YEA TROOPER and Constable John! ~Declan
Police horse overcomes trauma, snags glory
Trooper and his rider, Const. Gregg John, won gold in every category at a U.S. equestrian police event last weekend.
The comeback story of Trooper the horse begins with a slip.
It was a grey, rainy day as the police horse trotted up Dufferin St. with Const. Gregg John, a mounted unit officer, in his saddle.
All of a sudden, one of Trooper’s hooves clipped the curb, tossing the horse and rider onto the wet pavement. An oncoming tractor-trailer was headed their direction, its 16 wheels hurtling ever closer.
“Luckily for us the driver of the truck was able to stop a distance away,” recalled John, 44, of the 2011 accident.
It was a close call, but after that day Trooper just wasn’t the same. Big trucks spooked him. He was no longer the horse any officer could ride around town.
“To use police jargon, Trooper was no longer bomb proof,” John said.
Some officers questioned Trooper’s role on the force. They wondered if he was “fried,” another police term for horses scarred from an accident. A few suggested he retire from the force.
But there was something about Trooper, John recalled. He just had to face his fear.
“We just had to put miles on him, and that meant getting him on the road, exposing him to everything you can,” he said.
John took Trooper around the city. Slowly but surely, he became readjusted to Toronto’s hustle and bustle: raucous Leafs fans outside the Air Canada Centre, rush hour traffic, and those tractor-trailers.
“Every day was training day because you’re going to expose him to things he’s not accustomed to,” he said.

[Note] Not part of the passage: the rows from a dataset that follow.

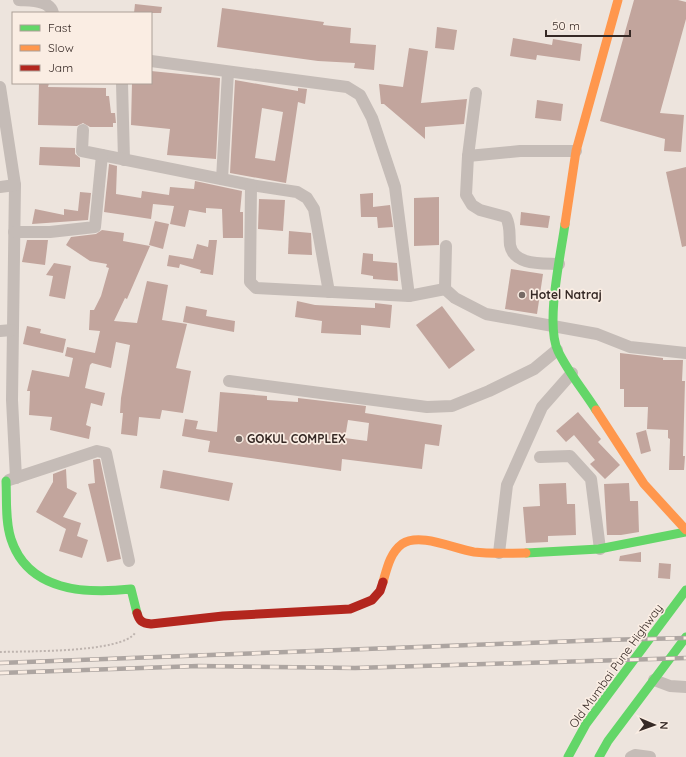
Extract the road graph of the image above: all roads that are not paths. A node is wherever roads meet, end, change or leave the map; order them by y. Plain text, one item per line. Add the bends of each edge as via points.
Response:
1 (19, 0) edge
2 (618, 0) edge
3 (53, 12) edge
4 (152, 61) edge
5 (228, 72) junction
6 (122, 84) edge
7 (0, 87) edge
8 (476, 93) dead end
9 (83, 130) dead end
10 (576, 151) junction
11 (102, 155) junction
12 (468, 156) junction
13 (124, 160) junction
14 (222, 179) junction
15 (15, 185) junction
16 (251, 185) junction
17 (0, 186) edge
18 (14, 232) junction
19 (446, 246) dead end
20 (559, 264) junction
21 (445, 289) junction
22 (328, 292) junction
23 (409, 296) junction
24 (553, 328) junction
25 (12, 330) junction
26 (0, 331) edge
27 (557, 350) junction
28 (686, 353) edge
29 (572, 373) junction
30 (229, 381) dead end
31 (540, 457) dead end
32 (7, 480) edge
33 (686, 531) edge
34 (600, 549) junction
35 (499, 553) junction
36 (129, 561) dead end
37 (686, 590) edge
38 (686, 637) edge
39 (654, 680) junction
40 (686, 687) edge
41 (568, 757) edge
42 (600, 757) edge
43 (631, 757) edge
44 (650, 757) edge

1 - 3 street via 45,3
2 - 10 main road
4 - 5 street
5 - 14 street
5 - 23 street via 347,87 360,95 372,118 395,187
6 - 13 street
7 - 15 street
8 - 12 street
9 - 11 street via 82,151
10 - 12 street via 520,151
10 - 20 main road
11 - 13 street
11 - 18 street via 95,227 50,232
12 - 20 street via 466,195 472,205 480,210 506,217 513,254 523,261
13 - 14 street
14 - 16 street
15 - 17 street
15 - 18 street
16 - 22 street via 297,192 307,198 314,209
16 - 22 street via 251,285 256,288
18 - 25 street
19 - 21 street
20 - 24 main road
21 - 23 street
21 - 24 street via 455,298 486,314
22 - 23 street
24 - 27 main road
24 - 28 street via 597,334 630,347
25 - 26 street
25 - 32 street via 12,400
27 - 29 main road
27 - 30 street via 534,369 452,406 427,407
29 - 33 main road via 644,484
29 - 35 street via 542,407 507,485
31 - 34 street via 570,456 591,480
32 - 35 main road via 8,518 12,540 20,558 40,576 62,587 98,592 130,589 138,619 143,623 350,609 365,605 375,598 396,550 405,542 415,540 470,552
32 - 36 street via 97,451 106,453
33 - 34 main road
34 - 35 main road
37 - 41 main road, Old Mumbai Pune Highway via 586,724
38 - 39 main road
39 - 40 street via 670,686
39 - 42 main road via 608,741
43 - 44 street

And the training paid off.
The officer and his mount competed last weekend at the North American Police Equestrian Championships, an annual competition held in Richmond, Virginia that has Canadian and American mounted units face off in a variety of categories.
And, for the first time in the competition’s 30-year history, a single horse and officer came first in every event. It was Trooper and John.
“It’s vindication. It’s icing on the cake. It’s concrete evidence of a lot of hard work,” John said.
Trooper remained calm and collected during the categories — uniform, obstacle and equitation (broadly, the team’s gait and general grace) — winning each one. The Toronto police team also came in first place overall at the international event.
It was an emotional win for John. The victors of the obstacle course are awarded the William McCarthy Trophy, an honour named after a Philadelphia officer who was thrown from his horse and killed by an oncoming truck in 1987.
It was a fate that could’ve been his own, but John says the connection that all police officers share was what made the win so special.
“The McCarthy family presents the trophy to the winning officer. That in and of itself is a feeling of no other,” he said.
Despite the lengths Trooper has come since the accident, John still sees a few areas where the horse can improve.
“Trooper is phenomenal, but he is not without his little quirks. He’s not perfect at anything, but he’s very, very good at everything,” he said. “That is the benefit to having him.”